What can a salesperson do when he realizes that a rule maker manages the business he represents? What do I mean when I say that a rule maker manages the business? It means that over time, an empowered manager implements unnecessary rules to curtail the company’s expressed service and to lower expectations on delivered goods or services. We can all agree that policies and systems are an essential aspect of how a company delivers their service, but what I am referring to are excessive rules, beyond the intent of the parent organization. Unfortunately, this problem is more widespread than we would like to believe.

Why would anyone create new rules targeted at the customer? Implementing rules on customers happens for a combination of reasons. First, the manager may believe that he lacks the necessary resources to deliver the service the way the company expects, so he puts rules in place to limit the service. Second, the manager had prior experience with an unruly customer, which then prompts him to implement specific new policies that negatively affect all the good customers, but it prevents bad behavior from the unruly customer – which may only be one out of one thousand customers. Third, the manager believes that there is strong demand for his product and everyone wants exactly what his company is selling. His motto is “Get in line, and when your number comes up, we will get to you.” Ultimately, he makes demands on any customer that expects certain services. He forgets that as the manager for an organization, he is entrusted with a business that must attract customers to compete with other companies, he is not running a department of motor vehicles.

If you are feeling uncomfortable reading about a rulemaking manager and the adverse effect it has on sales, you should. It is a significant problem that will impact sales and customer retention.

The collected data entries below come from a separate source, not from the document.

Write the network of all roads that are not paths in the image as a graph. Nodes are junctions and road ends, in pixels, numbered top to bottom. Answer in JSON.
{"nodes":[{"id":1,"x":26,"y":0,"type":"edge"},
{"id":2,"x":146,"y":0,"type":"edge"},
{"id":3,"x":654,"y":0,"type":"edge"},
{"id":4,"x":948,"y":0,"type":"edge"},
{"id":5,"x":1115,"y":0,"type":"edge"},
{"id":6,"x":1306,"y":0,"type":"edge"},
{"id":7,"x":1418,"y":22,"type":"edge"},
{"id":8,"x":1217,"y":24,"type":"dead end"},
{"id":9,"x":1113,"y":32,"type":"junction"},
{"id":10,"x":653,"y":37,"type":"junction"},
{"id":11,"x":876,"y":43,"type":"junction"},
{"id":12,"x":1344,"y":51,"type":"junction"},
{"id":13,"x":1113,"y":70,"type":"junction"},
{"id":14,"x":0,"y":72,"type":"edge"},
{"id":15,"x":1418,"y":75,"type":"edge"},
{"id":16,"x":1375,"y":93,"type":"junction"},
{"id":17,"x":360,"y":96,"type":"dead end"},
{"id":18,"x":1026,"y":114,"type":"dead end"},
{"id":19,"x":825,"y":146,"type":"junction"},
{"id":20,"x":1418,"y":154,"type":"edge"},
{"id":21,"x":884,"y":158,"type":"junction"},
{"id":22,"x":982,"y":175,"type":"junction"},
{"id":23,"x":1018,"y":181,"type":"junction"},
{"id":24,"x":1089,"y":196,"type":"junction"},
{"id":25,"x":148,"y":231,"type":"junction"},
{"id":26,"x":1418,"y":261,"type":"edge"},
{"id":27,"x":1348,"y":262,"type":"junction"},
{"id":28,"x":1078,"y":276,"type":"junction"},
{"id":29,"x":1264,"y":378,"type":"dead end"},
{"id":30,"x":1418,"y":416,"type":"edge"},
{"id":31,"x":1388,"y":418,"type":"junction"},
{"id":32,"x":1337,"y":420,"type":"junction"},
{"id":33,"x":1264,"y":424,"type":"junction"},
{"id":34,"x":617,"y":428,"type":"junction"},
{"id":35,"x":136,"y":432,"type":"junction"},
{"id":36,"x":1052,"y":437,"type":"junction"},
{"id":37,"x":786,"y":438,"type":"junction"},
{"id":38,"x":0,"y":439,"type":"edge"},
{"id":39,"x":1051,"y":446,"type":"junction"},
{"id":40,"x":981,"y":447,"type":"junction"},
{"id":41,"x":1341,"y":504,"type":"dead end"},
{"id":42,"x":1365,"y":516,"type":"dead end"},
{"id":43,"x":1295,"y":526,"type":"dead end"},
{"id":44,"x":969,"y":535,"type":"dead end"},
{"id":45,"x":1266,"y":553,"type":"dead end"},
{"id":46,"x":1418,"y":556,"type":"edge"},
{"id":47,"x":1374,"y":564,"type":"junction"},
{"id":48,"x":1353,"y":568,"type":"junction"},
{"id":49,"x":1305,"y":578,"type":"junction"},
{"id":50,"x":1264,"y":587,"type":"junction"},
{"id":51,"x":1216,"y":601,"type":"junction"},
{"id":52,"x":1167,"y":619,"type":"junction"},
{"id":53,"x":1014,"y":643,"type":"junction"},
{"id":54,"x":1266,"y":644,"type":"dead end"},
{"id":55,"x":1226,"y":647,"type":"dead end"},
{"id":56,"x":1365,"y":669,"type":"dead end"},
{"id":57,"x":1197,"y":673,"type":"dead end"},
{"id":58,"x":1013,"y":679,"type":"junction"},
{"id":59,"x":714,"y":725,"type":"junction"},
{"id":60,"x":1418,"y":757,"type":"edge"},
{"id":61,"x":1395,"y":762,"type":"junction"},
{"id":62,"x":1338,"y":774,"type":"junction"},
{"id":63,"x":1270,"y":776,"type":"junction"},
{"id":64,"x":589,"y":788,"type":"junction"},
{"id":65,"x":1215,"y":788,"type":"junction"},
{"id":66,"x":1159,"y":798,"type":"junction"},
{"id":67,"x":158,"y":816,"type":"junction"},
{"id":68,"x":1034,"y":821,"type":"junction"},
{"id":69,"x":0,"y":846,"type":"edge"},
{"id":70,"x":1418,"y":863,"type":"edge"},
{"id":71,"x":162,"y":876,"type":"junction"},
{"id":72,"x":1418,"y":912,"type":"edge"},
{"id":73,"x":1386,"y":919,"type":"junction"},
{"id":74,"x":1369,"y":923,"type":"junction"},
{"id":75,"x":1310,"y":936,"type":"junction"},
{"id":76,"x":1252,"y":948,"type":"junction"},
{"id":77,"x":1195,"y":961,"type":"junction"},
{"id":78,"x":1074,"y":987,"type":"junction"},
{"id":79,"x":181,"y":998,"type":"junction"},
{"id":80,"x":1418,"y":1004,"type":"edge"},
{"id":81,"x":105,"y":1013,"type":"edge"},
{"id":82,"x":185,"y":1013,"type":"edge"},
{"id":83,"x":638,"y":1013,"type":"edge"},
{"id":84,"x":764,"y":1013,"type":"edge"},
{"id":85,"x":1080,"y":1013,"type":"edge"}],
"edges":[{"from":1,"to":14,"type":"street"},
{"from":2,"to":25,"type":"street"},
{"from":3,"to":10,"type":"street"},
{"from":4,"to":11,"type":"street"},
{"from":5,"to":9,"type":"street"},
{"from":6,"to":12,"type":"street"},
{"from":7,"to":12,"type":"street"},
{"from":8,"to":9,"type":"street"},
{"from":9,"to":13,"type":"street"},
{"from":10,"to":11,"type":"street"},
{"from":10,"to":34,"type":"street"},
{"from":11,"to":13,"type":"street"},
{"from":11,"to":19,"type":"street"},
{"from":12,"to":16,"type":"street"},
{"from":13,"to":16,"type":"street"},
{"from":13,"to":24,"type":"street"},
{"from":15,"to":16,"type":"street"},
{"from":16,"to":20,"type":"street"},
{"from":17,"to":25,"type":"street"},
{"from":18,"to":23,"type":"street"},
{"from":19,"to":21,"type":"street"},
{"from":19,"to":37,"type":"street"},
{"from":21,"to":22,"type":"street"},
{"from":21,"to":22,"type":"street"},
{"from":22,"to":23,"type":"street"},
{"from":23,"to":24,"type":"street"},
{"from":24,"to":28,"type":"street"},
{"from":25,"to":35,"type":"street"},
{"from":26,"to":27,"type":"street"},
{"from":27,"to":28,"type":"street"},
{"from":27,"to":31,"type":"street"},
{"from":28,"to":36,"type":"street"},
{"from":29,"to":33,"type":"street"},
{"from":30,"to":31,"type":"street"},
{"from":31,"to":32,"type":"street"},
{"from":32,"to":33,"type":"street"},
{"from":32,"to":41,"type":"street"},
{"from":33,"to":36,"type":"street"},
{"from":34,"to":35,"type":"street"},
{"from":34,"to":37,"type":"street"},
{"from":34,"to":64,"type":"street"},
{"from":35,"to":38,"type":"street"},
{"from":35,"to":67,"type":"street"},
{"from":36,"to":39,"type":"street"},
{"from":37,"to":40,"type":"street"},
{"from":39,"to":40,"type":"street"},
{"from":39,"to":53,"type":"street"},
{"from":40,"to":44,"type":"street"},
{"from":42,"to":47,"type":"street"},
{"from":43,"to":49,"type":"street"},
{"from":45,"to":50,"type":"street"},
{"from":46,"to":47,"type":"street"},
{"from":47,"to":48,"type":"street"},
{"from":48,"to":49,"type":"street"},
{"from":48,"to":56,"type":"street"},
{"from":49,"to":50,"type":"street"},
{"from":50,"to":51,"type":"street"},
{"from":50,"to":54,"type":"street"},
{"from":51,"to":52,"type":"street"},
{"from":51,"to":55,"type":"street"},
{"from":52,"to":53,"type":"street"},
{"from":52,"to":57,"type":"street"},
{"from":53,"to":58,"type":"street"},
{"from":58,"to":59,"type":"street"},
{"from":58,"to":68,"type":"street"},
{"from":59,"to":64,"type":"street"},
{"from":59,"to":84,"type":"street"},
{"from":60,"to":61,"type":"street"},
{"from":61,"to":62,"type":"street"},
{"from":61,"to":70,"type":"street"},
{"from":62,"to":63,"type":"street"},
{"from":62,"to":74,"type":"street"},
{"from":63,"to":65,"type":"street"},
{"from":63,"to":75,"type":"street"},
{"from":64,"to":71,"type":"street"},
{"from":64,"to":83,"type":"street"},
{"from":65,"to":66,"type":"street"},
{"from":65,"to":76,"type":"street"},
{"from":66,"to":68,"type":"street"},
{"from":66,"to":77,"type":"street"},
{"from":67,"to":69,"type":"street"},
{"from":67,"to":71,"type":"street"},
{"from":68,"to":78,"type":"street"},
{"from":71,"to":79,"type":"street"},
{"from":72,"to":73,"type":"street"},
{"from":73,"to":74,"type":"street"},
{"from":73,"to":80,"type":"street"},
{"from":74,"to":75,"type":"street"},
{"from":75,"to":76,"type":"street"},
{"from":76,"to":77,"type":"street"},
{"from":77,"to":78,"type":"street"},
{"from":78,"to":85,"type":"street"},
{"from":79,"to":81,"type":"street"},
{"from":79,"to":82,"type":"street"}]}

What does this issue have to do with sales performance? Well, after a new customer is acquired and the service begins to be delivered, if it is not the way the salesperson described, the conflict starts. The customer makes a complaint to the salesperson that the service was misrepresented and now the customer is unhappy. However, the salesperson did not mispresent the deliverables at all!  He explained them precisely as the company describes them in their brochure. Unfortunately, the local manager who is “in charge” of delivering the service is curtailing it through rulemaking. The result?  In many cases, the business is going to lose a customer.

Here is a hypothetical example:  An office equipment salesperson tells the prospective customer that his company will provide service calls on all copiers seven days a week, and there is no additional charge if the customer is under the service agreement. However, the manager of the local branch office unilaterally decides to charge for weekend service calls, even if the customer has a service agreement, and if there is no service agreement, they will not perform any weekend repairs.  The local manager never informs the salesperson of this decision.

Yes, at times salespeople can overstate the services to be provided, but that is not what I am discussing. In this case, the salesperson explains the deliverables correctly, but they are not being delivered because of a rulemaking manager.

In the article, “Too Many Rules Can Kill Your Business,” by Paul Larue, he describes the bad outcomes on the business that results from this behavior:

“When customers, and employees, feel there are too many rules, the following fallout can occur:

•       The advantage of doing business evaporates

•       The customer experience diminishes

•       The mission and vision of the company gets obscured

•       The enjoyment of working becomes more duty-oriented

•       Revenue dries up as customers find more user-friendly business”

It is especially hard on salespeople if the deliverables are continually changing – one day they are one thing and the next something else. This makes it much more difficult to sell the service. Why? Because the new rule is not communicated with the salesperson. This ultimately undermines the morale of the salesperson. What can be done about this?  One option is to be alert to the rule maker adding unnecessary rules and adjust your description of the deliverables accordingly. That is, of course, if the new rule does not affect the overall product or service and it is insignificant. However, if it is changing the service in a significant way, you may want to consider working for another company. It may be that you are no longer selling a viable service, and you need to take your talents to a company that is more client-focused.

If you are a business owner or manager and you have the power to do something about this problem, I have a completely different suggestion – don’t put unnecessary rules on your customers since this has the potential to “kill your business.